Si vous êtes assurés en France, vous êtes sans doute concernés par le vol de données qui touche actuellement les mutuelles de Viamedis et Almerys. Au total, 33 millions de personnes — soit un Français sur deux sont concernées, rapportait la Cnil la semaine dernière. Un piratage d’ampleur, qui ne restera pas impuni, promet l’organisme Cybermalveillance.gouv.fr. La plateforme de prévention et d’assistance aux victimes a récemment mis en ligne un formulaire de lettre-plainte dématérialisée. L’objectif est simple, permettre à toutes les victimes de déposer plainte en ligne, sans avoir à se rendre directement dans un commissariat.
Un piratage d’ampleur
En plus de leur numéro de sécurité sociale — qui peut devenir une véritable mine d’or pour des personnes mal intentionnées — les victimes et leurs familles ont vu plusieurs informations sensibles fuiter sur le dark web. Nom, prénom, date et lieu de naissance, nom et type de contrat assureur, garanties associées… autant de données qui pourraient à l’avenir, servir des tentatives d’escroqueries et de phishing.
Pour les 33 millions de victimes, il faudra donc s’attendre à recevoir des messages, SMS et mails frauduleux en provenance de l’Assurance Maladie. Attention à bien modifier votre mot de passe, et à rester vigilants sur les échanges suspicieux que vous pourriez recevoir. En attendant, une démarche légale est d’ores et déjà accessible pour faire valoir vos droits.
Comment remplir le formulaire de plainte en ligne
Il ne vous faudra que quelques minutes pour remplir et déposer votre plainte depuis la plateforme cybermalveillance.gouv.fr. Il faudra simplement renseigner vos noms, prénom, date et lieu de naissance, mais aussi adresse, numéro de téléphone, et le nom de votre assurance santé. Attention, vous devez au préalable avoir reçu un message de votre mutuelle. Conformément au RGPD européen, cette dernière est tenue d’informer personnellement chaque assuré dont les données ont fait l’objet d’un vol.

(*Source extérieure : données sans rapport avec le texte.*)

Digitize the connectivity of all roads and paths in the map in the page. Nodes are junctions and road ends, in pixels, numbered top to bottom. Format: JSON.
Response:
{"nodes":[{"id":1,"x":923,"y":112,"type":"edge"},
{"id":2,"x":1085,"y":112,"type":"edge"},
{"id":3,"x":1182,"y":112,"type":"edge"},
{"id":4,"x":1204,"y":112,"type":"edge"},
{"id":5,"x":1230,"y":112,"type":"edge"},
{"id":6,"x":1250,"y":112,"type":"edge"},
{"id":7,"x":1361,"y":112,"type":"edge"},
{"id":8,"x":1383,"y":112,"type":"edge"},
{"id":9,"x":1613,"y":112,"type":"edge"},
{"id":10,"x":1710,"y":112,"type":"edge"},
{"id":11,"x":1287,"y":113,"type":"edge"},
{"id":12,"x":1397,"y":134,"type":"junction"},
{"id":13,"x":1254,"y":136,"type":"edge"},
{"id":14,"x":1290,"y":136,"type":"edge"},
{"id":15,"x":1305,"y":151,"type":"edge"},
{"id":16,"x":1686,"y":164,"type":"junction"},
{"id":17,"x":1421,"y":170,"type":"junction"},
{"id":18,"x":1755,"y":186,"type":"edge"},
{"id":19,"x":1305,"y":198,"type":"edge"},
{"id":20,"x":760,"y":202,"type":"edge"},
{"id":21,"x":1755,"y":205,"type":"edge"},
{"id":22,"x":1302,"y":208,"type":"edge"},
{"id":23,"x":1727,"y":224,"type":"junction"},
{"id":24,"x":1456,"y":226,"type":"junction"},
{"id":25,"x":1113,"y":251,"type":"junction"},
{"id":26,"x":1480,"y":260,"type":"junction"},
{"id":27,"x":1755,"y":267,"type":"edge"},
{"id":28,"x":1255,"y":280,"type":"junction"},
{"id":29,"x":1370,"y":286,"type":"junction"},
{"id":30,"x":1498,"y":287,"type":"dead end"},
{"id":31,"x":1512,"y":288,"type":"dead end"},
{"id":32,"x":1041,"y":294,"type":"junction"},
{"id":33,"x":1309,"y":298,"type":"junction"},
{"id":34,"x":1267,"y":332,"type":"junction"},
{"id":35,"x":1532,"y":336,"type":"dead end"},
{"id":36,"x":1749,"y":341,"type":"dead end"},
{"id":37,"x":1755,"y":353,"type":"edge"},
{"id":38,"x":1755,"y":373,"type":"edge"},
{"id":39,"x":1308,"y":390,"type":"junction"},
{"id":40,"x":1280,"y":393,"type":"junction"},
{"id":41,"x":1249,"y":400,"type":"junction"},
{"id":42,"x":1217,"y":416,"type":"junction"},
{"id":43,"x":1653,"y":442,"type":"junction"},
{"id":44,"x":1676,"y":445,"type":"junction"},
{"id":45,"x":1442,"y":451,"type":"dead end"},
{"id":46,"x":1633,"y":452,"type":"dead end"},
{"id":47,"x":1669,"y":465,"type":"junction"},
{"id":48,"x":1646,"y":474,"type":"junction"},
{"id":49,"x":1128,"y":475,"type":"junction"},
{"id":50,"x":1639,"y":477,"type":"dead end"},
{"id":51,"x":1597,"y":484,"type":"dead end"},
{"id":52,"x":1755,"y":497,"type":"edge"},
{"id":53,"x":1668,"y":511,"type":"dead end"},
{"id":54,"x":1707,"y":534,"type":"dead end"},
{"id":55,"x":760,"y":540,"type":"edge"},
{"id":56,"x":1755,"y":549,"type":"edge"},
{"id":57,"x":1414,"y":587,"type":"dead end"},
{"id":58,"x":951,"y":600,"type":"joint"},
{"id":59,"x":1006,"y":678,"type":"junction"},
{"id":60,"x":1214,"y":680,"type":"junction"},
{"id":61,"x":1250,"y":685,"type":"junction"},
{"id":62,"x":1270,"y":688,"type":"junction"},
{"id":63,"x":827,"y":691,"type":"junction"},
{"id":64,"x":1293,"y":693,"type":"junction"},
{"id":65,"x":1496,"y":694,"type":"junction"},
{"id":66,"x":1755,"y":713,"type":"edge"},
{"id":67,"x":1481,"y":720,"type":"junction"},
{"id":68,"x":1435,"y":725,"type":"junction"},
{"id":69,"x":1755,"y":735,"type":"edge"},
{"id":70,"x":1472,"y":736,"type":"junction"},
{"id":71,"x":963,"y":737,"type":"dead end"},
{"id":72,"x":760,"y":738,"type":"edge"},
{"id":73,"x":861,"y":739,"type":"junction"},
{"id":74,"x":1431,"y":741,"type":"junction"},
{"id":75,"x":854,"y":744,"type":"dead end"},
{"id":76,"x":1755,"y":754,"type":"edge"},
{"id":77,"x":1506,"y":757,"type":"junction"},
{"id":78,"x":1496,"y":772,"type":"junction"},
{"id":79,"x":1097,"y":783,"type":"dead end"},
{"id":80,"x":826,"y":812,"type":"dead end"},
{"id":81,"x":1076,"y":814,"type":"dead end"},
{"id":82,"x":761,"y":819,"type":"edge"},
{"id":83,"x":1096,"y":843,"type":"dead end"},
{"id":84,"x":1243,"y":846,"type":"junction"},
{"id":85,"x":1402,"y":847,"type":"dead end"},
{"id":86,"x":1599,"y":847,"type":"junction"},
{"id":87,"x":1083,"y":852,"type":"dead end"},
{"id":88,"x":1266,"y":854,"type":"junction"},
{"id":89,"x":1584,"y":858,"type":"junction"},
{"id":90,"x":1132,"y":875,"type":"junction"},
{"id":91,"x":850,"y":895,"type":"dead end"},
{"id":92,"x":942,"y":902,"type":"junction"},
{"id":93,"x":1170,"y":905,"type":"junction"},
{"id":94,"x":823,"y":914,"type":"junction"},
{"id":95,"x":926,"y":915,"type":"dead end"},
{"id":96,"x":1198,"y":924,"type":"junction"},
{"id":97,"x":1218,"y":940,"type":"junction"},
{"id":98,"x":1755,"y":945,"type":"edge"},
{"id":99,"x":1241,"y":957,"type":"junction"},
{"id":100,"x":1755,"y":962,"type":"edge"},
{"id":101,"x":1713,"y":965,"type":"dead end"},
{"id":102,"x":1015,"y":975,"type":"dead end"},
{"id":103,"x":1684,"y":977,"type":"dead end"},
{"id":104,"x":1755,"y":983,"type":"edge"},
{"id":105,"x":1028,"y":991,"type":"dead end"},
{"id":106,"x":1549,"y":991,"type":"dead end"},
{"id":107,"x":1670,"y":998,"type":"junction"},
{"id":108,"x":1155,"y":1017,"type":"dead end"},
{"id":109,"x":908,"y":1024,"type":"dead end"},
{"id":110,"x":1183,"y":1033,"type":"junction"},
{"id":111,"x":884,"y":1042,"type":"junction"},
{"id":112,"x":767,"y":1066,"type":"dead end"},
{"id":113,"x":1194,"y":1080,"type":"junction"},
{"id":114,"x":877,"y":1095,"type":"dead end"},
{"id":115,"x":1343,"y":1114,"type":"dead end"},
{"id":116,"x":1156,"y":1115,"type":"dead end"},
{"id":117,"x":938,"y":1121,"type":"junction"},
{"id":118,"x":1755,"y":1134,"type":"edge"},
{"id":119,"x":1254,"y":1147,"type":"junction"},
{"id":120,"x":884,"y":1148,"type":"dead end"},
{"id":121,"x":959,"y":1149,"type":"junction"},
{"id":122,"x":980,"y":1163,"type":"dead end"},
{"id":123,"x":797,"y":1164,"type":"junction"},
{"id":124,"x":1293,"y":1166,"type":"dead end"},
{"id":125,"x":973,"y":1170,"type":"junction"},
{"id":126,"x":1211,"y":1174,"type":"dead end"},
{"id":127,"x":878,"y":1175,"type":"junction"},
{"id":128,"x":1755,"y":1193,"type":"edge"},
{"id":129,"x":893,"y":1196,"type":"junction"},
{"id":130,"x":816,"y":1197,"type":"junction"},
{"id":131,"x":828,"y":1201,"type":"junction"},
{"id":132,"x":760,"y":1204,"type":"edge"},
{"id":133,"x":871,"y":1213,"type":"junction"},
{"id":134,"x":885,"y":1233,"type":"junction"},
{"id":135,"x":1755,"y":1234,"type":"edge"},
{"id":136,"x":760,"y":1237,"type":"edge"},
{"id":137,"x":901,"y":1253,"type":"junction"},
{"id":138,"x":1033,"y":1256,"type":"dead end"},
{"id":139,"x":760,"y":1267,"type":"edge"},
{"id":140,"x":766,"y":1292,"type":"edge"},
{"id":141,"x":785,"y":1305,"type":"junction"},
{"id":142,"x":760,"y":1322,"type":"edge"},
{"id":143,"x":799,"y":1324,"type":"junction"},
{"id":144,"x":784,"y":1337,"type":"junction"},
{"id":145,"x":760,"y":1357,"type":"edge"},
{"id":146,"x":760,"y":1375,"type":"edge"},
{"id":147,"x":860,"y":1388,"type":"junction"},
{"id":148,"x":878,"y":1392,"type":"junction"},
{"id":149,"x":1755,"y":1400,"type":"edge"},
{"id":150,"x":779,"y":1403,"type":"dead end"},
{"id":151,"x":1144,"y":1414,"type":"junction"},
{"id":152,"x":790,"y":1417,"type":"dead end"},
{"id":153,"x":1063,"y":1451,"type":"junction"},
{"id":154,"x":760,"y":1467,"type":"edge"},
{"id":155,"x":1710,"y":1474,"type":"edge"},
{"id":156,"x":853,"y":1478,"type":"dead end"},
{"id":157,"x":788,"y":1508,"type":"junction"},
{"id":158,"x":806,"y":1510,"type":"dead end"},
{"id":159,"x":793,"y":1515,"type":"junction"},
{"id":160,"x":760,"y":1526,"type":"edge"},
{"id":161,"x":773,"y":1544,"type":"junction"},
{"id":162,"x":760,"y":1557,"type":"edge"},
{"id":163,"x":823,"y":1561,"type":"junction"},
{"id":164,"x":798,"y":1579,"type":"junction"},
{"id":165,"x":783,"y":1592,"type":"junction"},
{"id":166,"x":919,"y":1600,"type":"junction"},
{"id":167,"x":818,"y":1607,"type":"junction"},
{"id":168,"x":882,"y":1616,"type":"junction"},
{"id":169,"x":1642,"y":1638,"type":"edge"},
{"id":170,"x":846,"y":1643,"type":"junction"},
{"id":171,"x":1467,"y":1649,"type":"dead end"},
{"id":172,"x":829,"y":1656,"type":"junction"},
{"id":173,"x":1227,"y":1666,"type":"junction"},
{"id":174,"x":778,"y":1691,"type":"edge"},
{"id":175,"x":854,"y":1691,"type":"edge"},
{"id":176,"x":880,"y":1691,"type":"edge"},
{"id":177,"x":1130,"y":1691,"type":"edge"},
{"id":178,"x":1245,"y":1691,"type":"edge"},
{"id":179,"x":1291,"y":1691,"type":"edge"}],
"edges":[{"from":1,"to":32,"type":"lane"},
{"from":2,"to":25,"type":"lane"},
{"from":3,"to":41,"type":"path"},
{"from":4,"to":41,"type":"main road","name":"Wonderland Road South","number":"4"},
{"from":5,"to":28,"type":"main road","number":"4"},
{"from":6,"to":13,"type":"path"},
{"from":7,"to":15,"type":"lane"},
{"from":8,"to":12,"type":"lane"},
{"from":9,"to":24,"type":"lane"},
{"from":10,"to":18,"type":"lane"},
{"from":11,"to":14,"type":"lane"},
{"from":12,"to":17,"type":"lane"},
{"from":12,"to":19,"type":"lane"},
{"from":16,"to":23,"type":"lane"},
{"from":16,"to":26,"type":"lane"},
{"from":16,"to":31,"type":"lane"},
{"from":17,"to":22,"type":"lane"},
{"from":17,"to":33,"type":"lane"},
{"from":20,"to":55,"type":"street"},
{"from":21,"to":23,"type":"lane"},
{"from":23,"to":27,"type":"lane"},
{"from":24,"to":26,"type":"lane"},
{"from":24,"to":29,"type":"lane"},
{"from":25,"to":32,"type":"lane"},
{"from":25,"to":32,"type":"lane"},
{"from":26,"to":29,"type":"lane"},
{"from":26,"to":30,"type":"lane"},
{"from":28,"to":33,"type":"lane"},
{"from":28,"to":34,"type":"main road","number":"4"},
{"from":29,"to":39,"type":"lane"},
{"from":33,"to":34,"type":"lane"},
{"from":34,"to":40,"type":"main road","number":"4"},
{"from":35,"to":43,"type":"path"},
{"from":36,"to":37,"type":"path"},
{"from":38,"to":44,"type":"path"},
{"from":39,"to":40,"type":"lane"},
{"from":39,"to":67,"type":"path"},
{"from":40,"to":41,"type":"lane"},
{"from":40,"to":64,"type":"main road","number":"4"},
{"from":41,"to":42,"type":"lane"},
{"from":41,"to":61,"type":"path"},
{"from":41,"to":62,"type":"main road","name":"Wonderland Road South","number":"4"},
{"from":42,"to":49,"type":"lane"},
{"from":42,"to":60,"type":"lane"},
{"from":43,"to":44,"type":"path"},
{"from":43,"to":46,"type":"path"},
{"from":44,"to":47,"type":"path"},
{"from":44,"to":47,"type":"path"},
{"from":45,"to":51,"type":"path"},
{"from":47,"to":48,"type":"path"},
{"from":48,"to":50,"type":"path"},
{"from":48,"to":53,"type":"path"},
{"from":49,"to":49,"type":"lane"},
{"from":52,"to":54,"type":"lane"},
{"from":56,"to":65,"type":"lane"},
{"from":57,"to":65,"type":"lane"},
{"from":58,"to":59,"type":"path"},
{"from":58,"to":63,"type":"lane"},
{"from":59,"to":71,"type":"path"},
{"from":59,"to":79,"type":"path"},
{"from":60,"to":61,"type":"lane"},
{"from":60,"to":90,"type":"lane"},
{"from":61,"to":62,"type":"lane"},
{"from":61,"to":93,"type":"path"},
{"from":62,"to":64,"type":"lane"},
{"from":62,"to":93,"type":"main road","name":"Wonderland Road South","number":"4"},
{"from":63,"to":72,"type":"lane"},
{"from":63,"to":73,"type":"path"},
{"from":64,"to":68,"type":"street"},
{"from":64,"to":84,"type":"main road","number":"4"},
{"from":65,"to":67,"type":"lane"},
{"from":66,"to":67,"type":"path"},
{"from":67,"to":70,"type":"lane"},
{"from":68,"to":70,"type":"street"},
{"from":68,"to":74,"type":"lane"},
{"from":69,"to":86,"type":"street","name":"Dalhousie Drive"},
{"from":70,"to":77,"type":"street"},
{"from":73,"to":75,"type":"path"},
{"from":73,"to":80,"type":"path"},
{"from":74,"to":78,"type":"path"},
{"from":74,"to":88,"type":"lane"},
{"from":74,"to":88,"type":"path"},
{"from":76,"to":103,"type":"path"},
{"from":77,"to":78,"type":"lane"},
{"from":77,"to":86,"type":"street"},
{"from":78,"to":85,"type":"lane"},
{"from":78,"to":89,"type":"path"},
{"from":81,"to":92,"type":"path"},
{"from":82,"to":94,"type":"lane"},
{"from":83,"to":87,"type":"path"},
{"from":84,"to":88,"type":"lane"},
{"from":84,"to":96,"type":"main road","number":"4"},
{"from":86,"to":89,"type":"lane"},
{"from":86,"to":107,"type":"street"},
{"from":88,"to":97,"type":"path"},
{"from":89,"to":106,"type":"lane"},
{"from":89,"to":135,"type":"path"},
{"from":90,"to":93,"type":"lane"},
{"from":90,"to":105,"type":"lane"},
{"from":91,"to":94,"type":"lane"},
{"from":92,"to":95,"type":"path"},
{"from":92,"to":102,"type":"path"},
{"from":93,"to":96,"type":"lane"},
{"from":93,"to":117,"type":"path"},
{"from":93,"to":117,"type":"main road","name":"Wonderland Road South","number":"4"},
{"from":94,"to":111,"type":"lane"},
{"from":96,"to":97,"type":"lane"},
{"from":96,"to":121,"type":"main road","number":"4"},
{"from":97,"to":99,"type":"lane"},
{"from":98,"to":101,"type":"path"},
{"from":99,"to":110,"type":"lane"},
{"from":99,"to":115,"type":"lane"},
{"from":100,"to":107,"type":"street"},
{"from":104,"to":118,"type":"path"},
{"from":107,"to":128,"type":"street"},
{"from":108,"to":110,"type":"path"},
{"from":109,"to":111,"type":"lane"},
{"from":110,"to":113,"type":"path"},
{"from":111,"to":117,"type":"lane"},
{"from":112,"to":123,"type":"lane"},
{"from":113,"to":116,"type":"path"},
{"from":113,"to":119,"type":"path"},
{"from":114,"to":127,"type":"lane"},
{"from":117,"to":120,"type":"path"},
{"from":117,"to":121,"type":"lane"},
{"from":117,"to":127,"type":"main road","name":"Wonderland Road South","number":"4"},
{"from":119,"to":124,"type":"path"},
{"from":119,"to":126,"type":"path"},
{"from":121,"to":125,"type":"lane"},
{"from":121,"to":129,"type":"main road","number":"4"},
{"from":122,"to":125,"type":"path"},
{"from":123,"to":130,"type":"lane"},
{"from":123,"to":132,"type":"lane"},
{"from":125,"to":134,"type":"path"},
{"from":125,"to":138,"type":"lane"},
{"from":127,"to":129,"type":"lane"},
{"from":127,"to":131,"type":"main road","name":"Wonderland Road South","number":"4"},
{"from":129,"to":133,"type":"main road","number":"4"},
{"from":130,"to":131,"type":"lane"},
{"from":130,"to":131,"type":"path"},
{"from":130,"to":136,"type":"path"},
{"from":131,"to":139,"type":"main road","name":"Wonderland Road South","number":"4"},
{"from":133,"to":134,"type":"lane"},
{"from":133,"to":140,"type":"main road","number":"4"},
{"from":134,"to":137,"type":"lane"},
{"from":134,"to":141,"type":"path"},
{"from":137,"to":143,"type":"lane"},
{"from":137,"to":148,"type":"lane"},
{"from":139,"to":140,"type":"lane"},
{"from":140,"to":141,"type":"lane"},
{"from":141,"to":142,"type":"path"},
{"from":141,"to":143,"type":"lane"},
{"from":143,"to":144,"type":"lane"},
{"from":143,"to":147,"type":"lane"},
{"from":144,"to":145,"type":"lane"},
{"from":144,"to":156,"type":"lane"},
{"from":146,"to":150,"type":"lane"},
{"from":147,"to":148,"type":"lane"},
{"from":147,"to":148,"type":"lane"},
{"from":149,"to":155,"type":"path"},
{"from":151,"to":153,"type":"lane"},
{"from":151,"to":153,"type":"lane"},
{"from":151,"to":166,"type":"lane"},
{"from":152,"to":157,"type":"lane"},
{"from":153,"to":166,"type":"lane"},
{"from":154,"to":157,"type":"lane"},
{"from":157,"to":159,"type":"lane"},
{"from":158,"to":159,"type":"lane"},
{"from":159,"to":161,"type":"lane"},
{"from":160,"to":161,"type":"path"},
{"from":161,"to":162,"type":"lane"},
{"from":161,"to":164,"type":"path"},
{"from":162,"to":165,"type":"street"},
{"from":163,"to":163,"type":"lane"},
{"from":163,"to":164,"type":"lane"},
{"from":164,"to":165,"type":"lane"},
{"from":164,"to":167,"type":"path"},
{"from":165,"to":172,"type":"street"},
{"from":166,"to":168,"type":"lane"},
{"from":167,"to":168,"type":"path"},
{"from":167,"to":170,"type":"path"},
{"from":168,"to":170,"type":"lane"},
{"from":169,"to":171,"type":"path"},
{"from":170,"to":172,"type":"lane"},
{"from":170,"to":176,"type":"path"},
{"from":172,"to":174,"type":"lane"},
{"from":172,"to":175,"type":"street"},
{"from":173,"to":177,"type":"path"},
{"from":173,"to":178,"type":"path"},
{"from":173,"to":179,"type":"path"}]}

Une fois la confirmation reçue, il suffit de télécharger ce formulaire, et de le remplir. Vous avez ensuite le choix de le transmettre aux autorités par courrier postal, ou directement par mail sur la plateforme de transfert sécurisée https://francetransfert.numerique.gouv.fr/upload, via l’adresse destinataire [email protected].
La justice fera le reste. Concrètement, il ne faut pas s’attendre à grand-chose, même si l’article 10-2 du Code de Procédure Pénale prévoit la possibilité pour les victimes d’obtenir “la réparation de leur préjudice, par l’indemnisation de celui-ci ou par tout autre moyen adapté, y compris, s’il y a lieu, une mesure de justice restaurative” et de se constituer partie civile dans le cas d’une évolution de l’enquête.